[EXTRACTED ENTRIES]
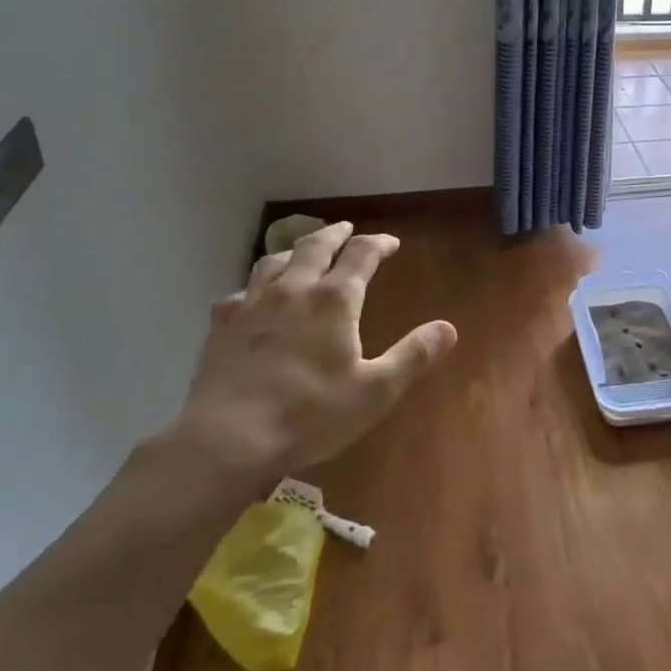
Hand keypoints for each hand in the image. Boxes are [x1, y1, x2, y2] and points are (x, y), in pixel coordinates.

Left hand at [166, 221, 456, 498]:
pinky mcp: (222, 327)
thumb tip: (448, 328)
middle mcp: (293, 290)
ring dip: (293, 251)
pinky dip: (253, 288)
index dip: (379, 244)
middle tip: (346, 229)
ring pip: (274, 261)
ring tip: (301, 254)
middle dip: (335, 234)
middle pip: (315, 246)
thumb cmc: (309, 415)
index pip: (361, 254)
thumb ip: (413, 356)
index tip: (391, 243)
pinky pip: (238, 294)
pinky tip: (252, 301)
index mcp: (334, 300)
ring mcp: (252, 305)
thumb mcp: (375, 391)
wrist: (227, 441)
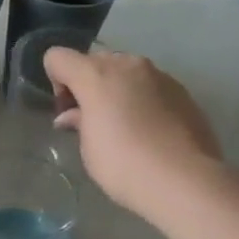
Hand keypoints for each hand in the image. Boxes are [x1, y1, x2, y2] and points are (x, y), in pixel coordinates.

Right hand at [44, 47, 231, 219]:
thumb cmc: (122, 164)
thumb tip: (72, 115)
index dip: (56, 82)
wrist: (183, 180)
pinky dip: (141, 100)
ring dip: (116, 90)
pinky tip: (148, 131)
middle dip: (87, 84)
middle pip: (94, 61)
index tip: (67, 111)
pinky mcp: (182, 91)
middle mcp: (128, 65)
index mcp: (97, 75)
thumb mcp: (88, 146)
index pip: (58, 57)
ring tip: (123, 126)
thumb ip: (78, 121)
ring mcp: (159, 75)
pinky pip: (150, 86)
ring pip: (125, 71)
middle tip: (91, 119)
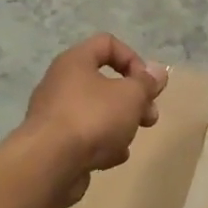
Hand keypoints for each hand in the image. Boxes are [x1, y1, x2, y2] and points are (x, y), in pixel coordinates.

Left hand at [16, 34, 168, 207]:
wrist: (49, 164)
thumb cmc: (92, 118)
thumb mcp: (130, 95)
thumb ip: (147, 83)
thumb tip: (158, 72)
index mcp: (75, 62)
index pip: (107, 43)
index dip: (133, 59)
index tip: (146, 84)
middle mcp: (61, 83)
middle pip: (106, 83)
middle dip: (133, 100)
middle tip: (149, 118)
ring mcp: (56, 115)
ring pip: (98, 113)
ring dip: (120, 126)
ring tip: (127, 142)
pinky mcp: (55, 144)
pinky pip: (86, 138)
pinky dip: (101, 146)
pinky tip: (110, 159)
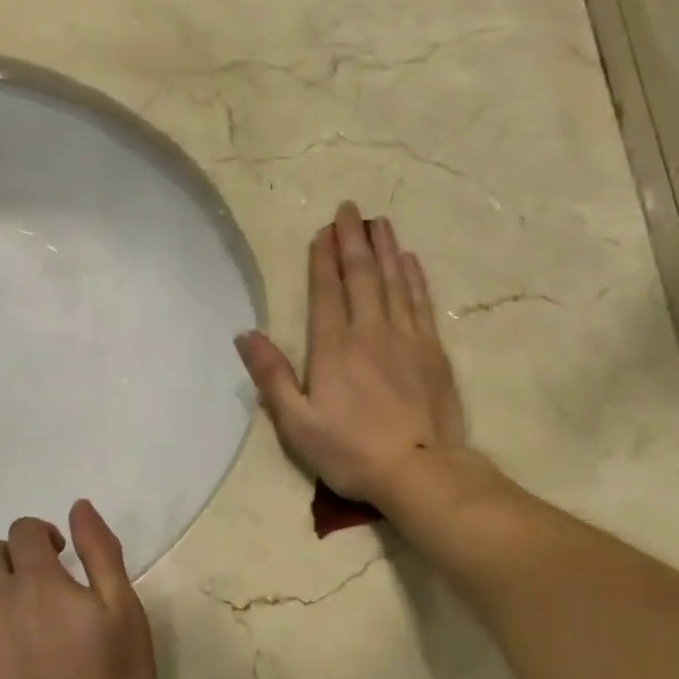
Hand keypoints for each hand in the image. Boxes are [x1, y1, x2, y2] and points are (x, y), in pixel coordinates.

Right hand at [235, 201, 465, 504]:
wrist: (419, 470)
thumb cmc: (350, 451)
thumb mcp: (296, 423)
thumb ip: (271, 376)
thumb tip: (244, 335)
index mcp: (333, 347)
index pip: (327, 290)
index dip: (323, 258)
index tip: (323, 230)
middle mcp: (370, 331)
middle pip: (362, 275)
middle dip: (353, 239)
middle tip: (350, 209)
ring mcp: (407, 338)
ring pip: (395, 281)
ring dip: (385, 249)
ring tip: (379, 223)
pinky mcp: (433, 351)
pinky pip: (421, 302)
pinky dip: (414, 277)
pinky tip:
[/EXTRACTED ENTRIES]
# YOUR OBJECTIVE
With the pictures dropped, write out all of the entries word for word.

# EXERCISE SOLUTION
Hand keypoints for each hand in the image. Boxes are [x1, y1, x2, y2] and points are (x, y), in pixel coordinates.

Left hand at [166, 221, 456, 498]:
pinky mcp: (222, 327)
thumb tip: (448, 328)
middle mcp: (293, 290)
ring dip: (293, 251)
pinky dip: (253, 288)
index dip: (379, 244)
middle tip: (346, 229)
ring pip: (274, 261)
ring tip: (301, 254)
middle dip: (335, 234)
middle pip: (315, 246)
thumb cmc: (309, 415)
index pip: (361, 254)
thumb ip: (413, 356)
index tip: (391, 243)
pinky pip: (238, 294)
pinky tip: (252, 301)
index mcp: (334, 300)
ring mcp: (252, 305)
thumb mcp: (375, 391)
wrist: (227, 441)
Hand keypoints for each hand in the image. Boxes are [x1, y1, x2, y2] and points are (x, y), in pixel coordinates.

Right hand at [44, 47, 231, 219]:
thumb cmc: (122, 164)
thumb tip: (72, 115)
index dip: (56, 82)
wrist: (183, 180)
pinky dip: (141, 100)
ring dip: (116, 90)
pinky tip: (148, 131)
middle dip: (87, 84)
middle pip: (94, 61)
index tip: (67, 111)
pinky mcp: (182, 91)
middle mcp: (128, 65)
index mcp: (97, 75)
thumb mcp: (88, 146)
index pip: (58, 57)
ring tip: (123, 126)
thumb ip: (78, 121)
ring mcp: (159, 75)
pinky pip: (150, 86)
ring pip: (125, 71)
middle tip: (91, 119)
Hand keypoints for each hand in the image. Boxes are [x1, y1, x2, y2] and points are (x, y), in pixel coordinates.

Left hand at [16, 34, 168, 207]:
wrist: (49, 164)
thumb cmc: (92, 118)
thumb mcp: (130, 95)
thumb ip: (147, 83)
thumb tip: (158, 72)
index mcp: (75, 62)
index pip: (107, 43)
index dip: (133, 59)
index tip: (146, 84)
middle mcp: (61, 83)
middle pip: (106, 83)
middle dip: (133, 100)
middle tip: (149, 118)
ring mcp: (56, 115)
ring pip: (98, 113)
ring dip: (120, 126)
ring tip: (127, 142)
pinky mcp: (55, 144)
pinky pip: (86, 138)
pinky dip: (101, 146)
pinky tip: (110, 159)
Hand keypoints for each hand in the image. Boxes are [x1, y1, x2, y2] and points are (x, y), in pixel coordinates.

Right hand at [235, 201, 465, 504]:
wrist: (419, 470)
thumb cmc: (350, 451)
thumb mcp: (296, 423)
thumb ip: (271, 376)
thumb tip: (244, 335)
index mcp: (333, 347)
index pip: (327, 290)
index dip: (323, 258)
index tip: (323, 230)
middle mcp: (370, 331)
middle pip: (362, 275)
middle dip: (353, 239)
middle tip: (350, 209)
ring mcp: (407, 338)
ring pip: (395, 281)
ring dip: (385, 249)
ring tip: (379, 223)
pinky mcp: (433, 351)
pinky pip: (421, 302)
pinky dip: (414, 277)
pinky tip:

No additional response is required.